As you may know, Jekyll comes out of the box with Markdwon support through kramdown. Now, I don’t have anything against Markdown — I think its probably the best lightweight markup language out there. But I wanted something that had more fancy-pants features built-in, so I wouldn’t have to remember the correct HTML to match my CSS rules for making the elements display correctly. Some examples of built-in markups are: note admonition boxes, cited blockquotes, and PlantUML diagrams. (In setting up Jekyll to use Asciidoc, I also learned it supports mathematical formulas, Graphviz drawings, and other diagrams.)
Enabling Asciidoc support was fairly straightforward.
I only had to add the jekyll-asciidoc
and pygments.rb
gems.
However, since I also wanted to use the Graphviz, etc. diagrams, I also needed to add the asciidoctor-diagram
gem as well as all of the diagramming programs' dependencies.
That’s where the real trouble was.
Eventually I figured out I needed to install Java, Graphviz, Python, and the {act,block,nw,seq}diag
pip packages, so that everything will build properly on GitLab Pages.
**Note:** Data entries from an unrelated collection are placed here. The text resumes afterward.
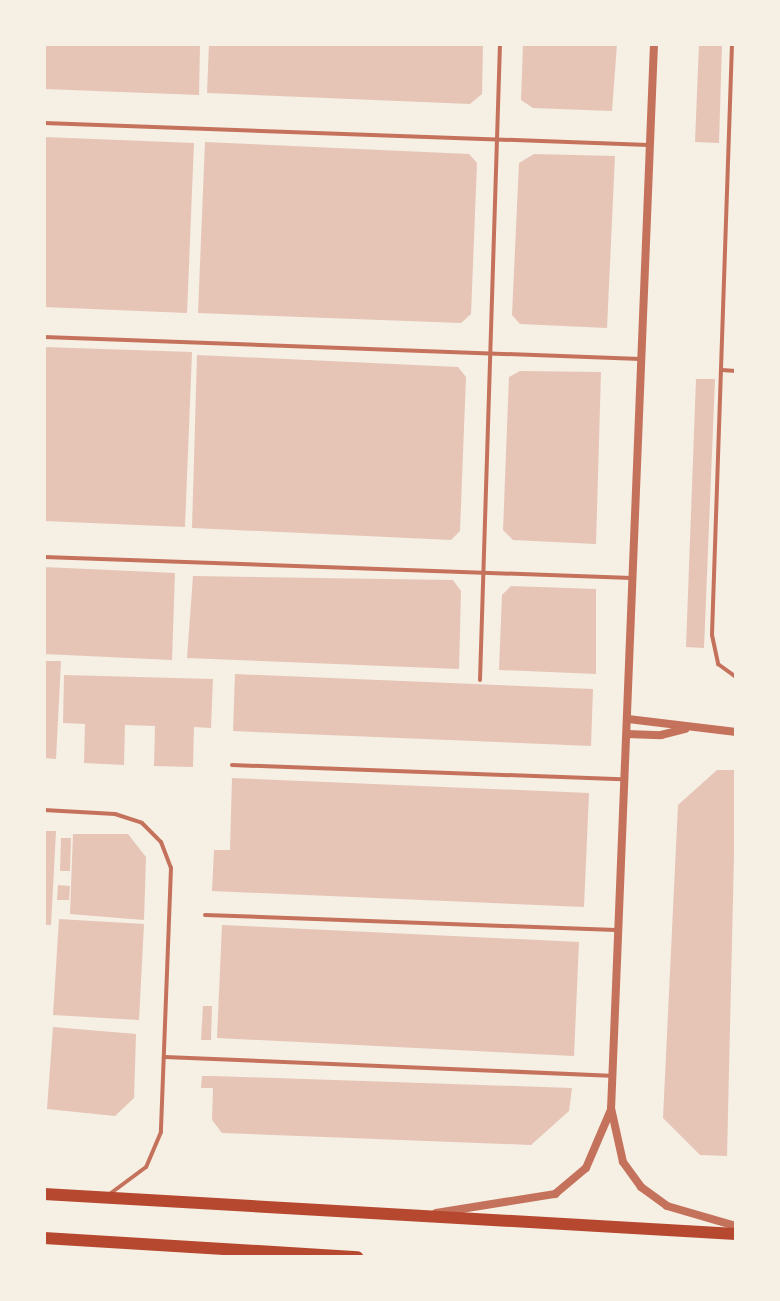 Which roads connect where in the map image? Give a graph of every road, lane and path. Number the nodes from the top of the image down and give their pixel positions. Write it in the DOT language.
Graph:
graph roads {
  1 [pos="500,44"];
  2 [pos="654,44"];
  3 [pos="732,44"];
  4 [pos="44,123"];
  5 [pos="497,139"];
  6 [pos="650,145"];
  7 [pos="728,154"];
  8 [pos="736,154"];
  9 [pos="44,337"];
  10 [pos="488,353"];
  11 [pos="641,359"];
  12 [pos="722,370"];
  13 [pos="736,371"];
  14 [pos="44,557"];
  15 [pos="483,573"];
  16 [pos="635,578"];
  17 [pos="736,677"];
  18 [pos="480,680"];
  19 [pos="628,719"];
  20 [pos="685,729"];
  21 [pos="736,732"];
  22 [pos="627,734"];
  23 [pos="232,765"];
  24 [pos="625,779"];
  25 [pos="44,810"];
  26 [pos="205,915"];
  27 [pos="618,930"];
  28 [pos="165,1057"];
  29 [pos="613,1076"];
  30 [pos="611,1108"];
  31 [pos="44,1194"];
  32 [pos="97,1197"];
  33 [pos="424,1216"];
  34 [pos="736,1226"];
  35 [pos="736,1234"];
  36 [pos="44,1238"];
  37 [pos="357,1257"];
  1 -- 5 [label="lane"];
  2 -- 6 [label="street"];
  3 -- 7 [label="lane"];
  4 -- 5 [label="lane"];
  5 -- 6 [label="lane"];
  5 -- 10 [label="lane"];
  6 -- 11 [label="street"];
  7 -- 8 [label="lane"];
  7 -- 12 [label="lane"];
  9 -- 10 [label="lane"];
  10 -- 11 [label="lane"];
  10 -- 15 [label="lane"];
  11 -- 16 [label="street"];
  12 -- 13 [label="lane"];
  12 -- 17 [label="lane"];
  14 -- 15 [label="lane"];
  15 -- 16 [label="lane"];
  15 -- 18 [label="lane"];
  16 -- 19 [label="street"];
  19 -- 20 [label="street"];
  19 -- 22 [label="street"];
  20 -- 21 [label="street"];
  20 -- 22 [label="street"];
  22 -- 24 [label="street"];
  23 -- 24 [label="lane"];
  24 -- 27 [label="street"];
  25 -- 28 [label="lane"];
  26 -- 27 [label="lane"];
  27 -- 29 [label="street"];
  28 -- 29 [label="lane"];
  28 -- 32 [label="lane"];
  29 -- 30 [label="street"];
  30 -- 33 [label="street"];
  30 -- 34 [label="street"];
  31 -- 32 [label="main road"];
  32 -- 33 [label="main road"];
  33 -- 35 [label="main road"];
  36 -- 37 [label="main road"];
}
Now that I have figured out the extra dependencies of using Asciidoc Diagram, I have another task on my todo list: creating a Docker image with all my dependencies already installed. This way GitLab doesn’t have to download and install all of them each time I push commits.
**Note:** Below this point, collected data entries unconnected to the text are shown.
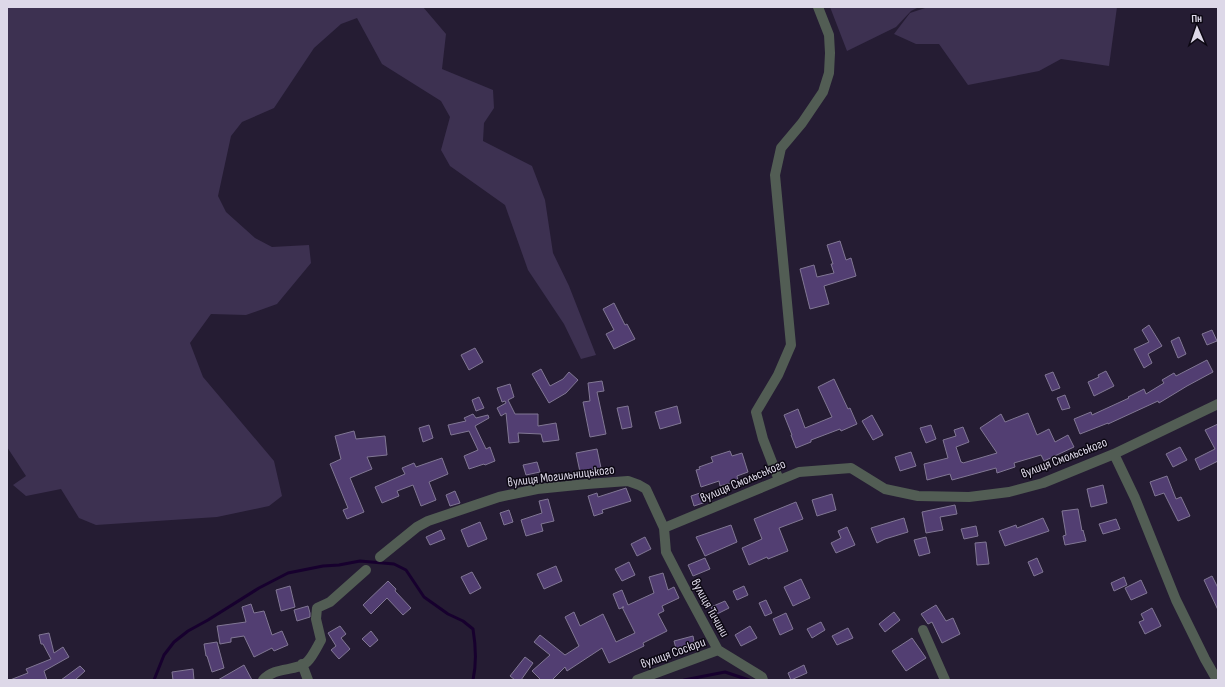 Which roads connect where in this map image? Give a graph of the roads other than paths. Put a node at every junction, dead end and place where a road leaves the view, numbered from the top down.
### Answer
1 (818, 7) edge
2 (1218, 404) edge
3 (1114, 454) junction
4 (779, 480) junction
5 (664, 528) junction
6 (380, 557) dead end
7 (366, 570) dead end
8 (922, 630) dead end
9 (718, 650) junction
10 (302, 664) junction
11 (263, 680) edge
12 (308, 680) edge
13 (637, 680) edge
14 (763, 680) edge
15 (945, 680) edge
16 (1217, 680) edge

1 - 4 street
2 - 3 street, вулиця Смольського
3 - 4 street, вулиця Смольського
3 - 16 street
4 - 5 street, вулиця Смольського
5 - 6 street, вулиця Могильницького
5 - 9 street, вулиця Тичини
7 - 10 street
8 - 15 street
9 - 13 street, вулиця Сосюри
9 - 14 street, вулиця Тичини
10 - 11 street
10 - 12 street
On the downside of getting all these features, I’ve noticed that generating the HTML files takes a bit longer. Previously, when using kramdown, generating pages would take couple hundred milliseconds. Now pages are taking close to one second to generate. I suspect this may become inconvenient if this site ever grows to many pages, but it shouldn’t matter much. Since I configured GitLab pages to generate all the static HTML pages at deploy-time, there is only a delay in deploying new content, not serving it to visitors.